Dubai rose up as a port after the Islamic revolution in Iran. Before, it was a pirate coast; now it is a safe haven, a bolt-hole for wealthy Arabs and Asians. The population has grown to 1.4m, only a fraction of whom are citizens of the United Arab Emirates. With $45 billion of construction close to completion, it has become a place of superlatives: the largest port, the most shops, the biggest theme parks. Dubai International airport will soon be replaced by Dubai World Central airport. But Dubai lacks the mulch of an ordinary city. Neighbourhoods are razed to make way for new projects. Water is more expensive than fuel, a labourer’s daily wage won’t buy a bag of apples, and the only solar panels are for powering parking meters; a green and gentle future is hard to see. No, Dubai is about conspicuous and continuous consumption, it is a Disney World gone open-source, and at the root of its brief attraction is something like the enforced indulgence of a long-haul flight: you’re not here, you’re not there, so put away your work, pull out the duty-free catalogue, and enjoy.

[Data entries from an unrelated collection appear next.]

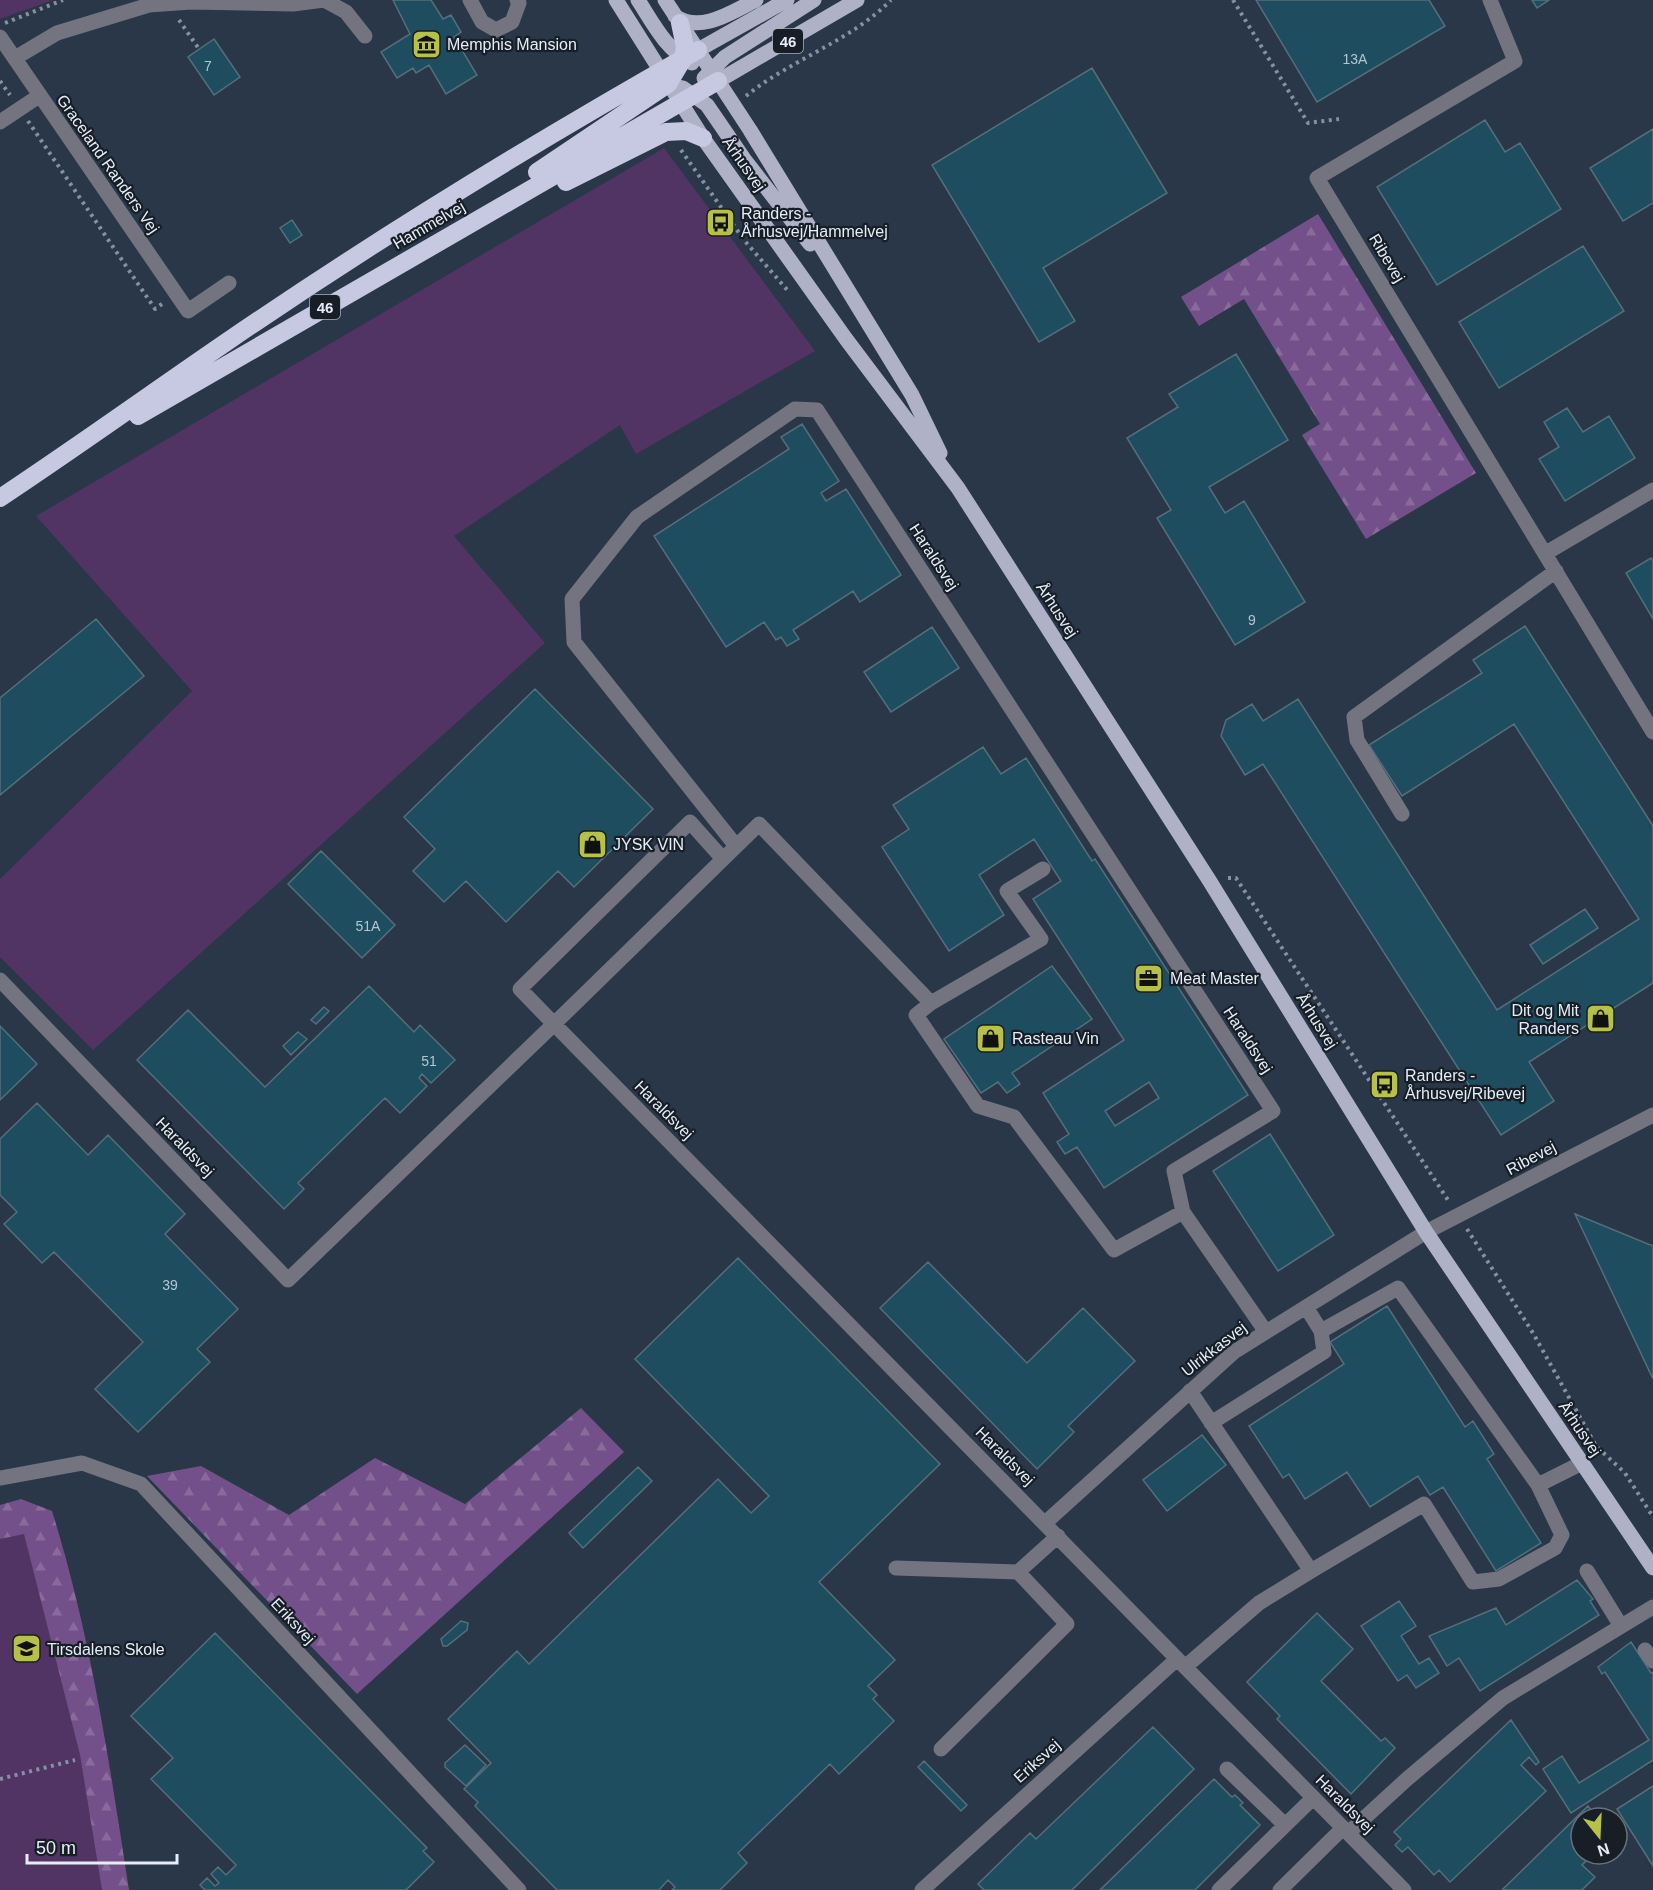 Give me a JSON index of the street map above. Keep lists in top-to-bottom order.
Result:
{
  "streets": {
    "highway": ["46", "Hammelvej"],
    "main road": ["Århusvej"],
    "street": [
      "Graceland Randers Vej",
      "Ribevej",
      "Haraldsvej",
      "Ulrikkasvej",
      "Eriksvej"
    ]
  },
  "crossings": [
    ["Århusvej", "Hammelvej"],
    ["Århusvej", "Ribevej"],
    ["Århusvej", "Ulrikkasvej"],
    ["Ribevej", "Ulrikkasvej"],
    ["Haraldsvej", "Ulrikkasvej"],
    ["Haraldsvej", "Eriksvej"]
  ],
  "places": {
    "museum": ["Memphis Mansion"],
    "bus stop": ["Randers - Århusvej/Hammelvej", "Randers - Århusvej/Ribevej"],
    "shop": ["JYSK VIN", "Dit og Mit Randers", "Rasteau Vin"],
    "office": ["Meat Master"],
    "school or university": ["Tirsdalens Skole"]
  },
  "house_numbers": [
    "13A",
    "7",
    "9",
    "51A",
    "51",
    "39"
  ],
  "scale_bar": "50 m",
  "north": "bottom"
} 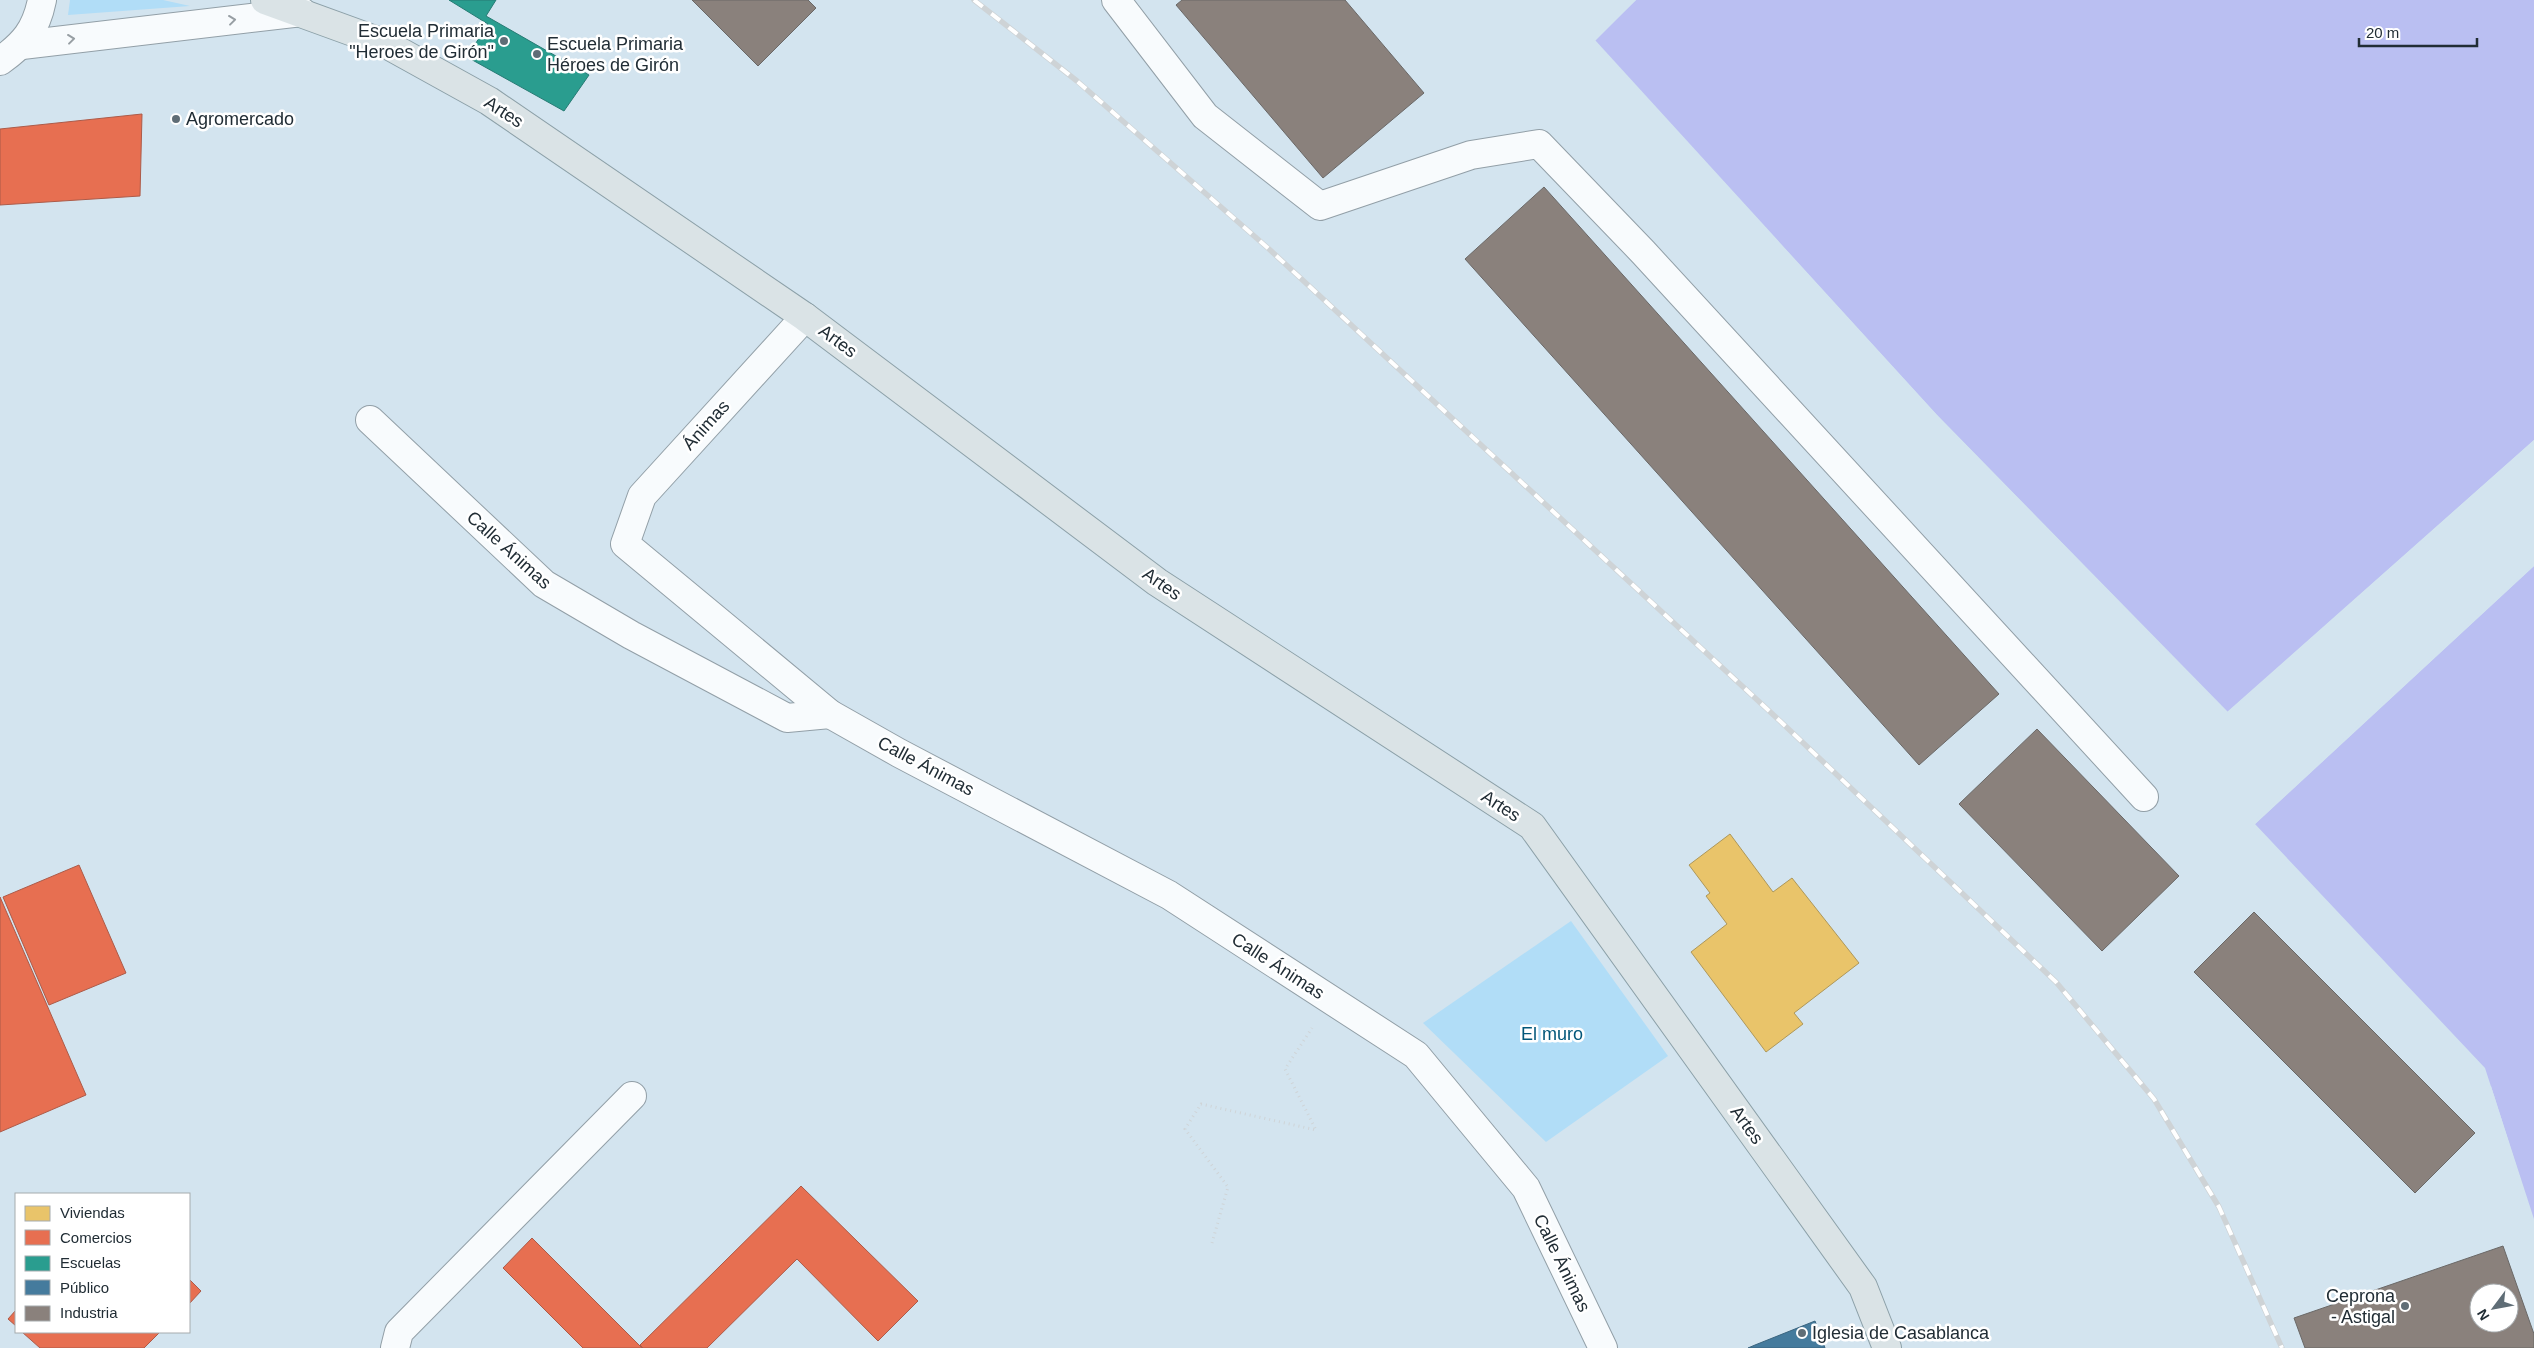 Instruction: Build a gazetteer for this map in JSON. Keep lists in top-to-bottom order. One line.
{"streets":{"main road":["Artes"],"street":["Ánimas","Calle Ánimas"]},"crossings":[["Artes","Ánimas"],["Ánimas","Calle Ánimas"]],"parks":["El muro"],"places":["Escuela Primaria \"Heroes de Girón\"","Escuela Primaria Héroes de Girón","Agromercado","Ceprona - Astigal","Iglesia de Casablanca"],"legend":["Viviendas","Comercios","Escuelas","Público","Industria"],"scale_bar":"20 m","north":"bottom left"}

“Downtown Dubai”, with the Burj at its centre, is one of the city’s classiest developments, smarter certainly than the recently completed and dismally received Palm Jumeirah development (the Sun newspaper dubbed the Palm’s $1.4 billion Atlantis Hotel “The eighth chunder of the world”). Emaar Properties, publicly listed on the Dow Jones Arabia Titans Index, claims to be spending $20 billion developing two square kilometres of desert. In addition to the $1.2 billion tower, there will be nine “world-class” hotels, the world’s largest shopping mall, an Arabian “Old Town”, a 3.5km strip called “the Boulevard” serviced by a tram, and a fistful of smaller residential towers, set back to get a good look at the Burj. The aim was to create an architectural icon, says Robert Booth, a director with Emaar, then to “ripple the value of the building through the entire masterplan”.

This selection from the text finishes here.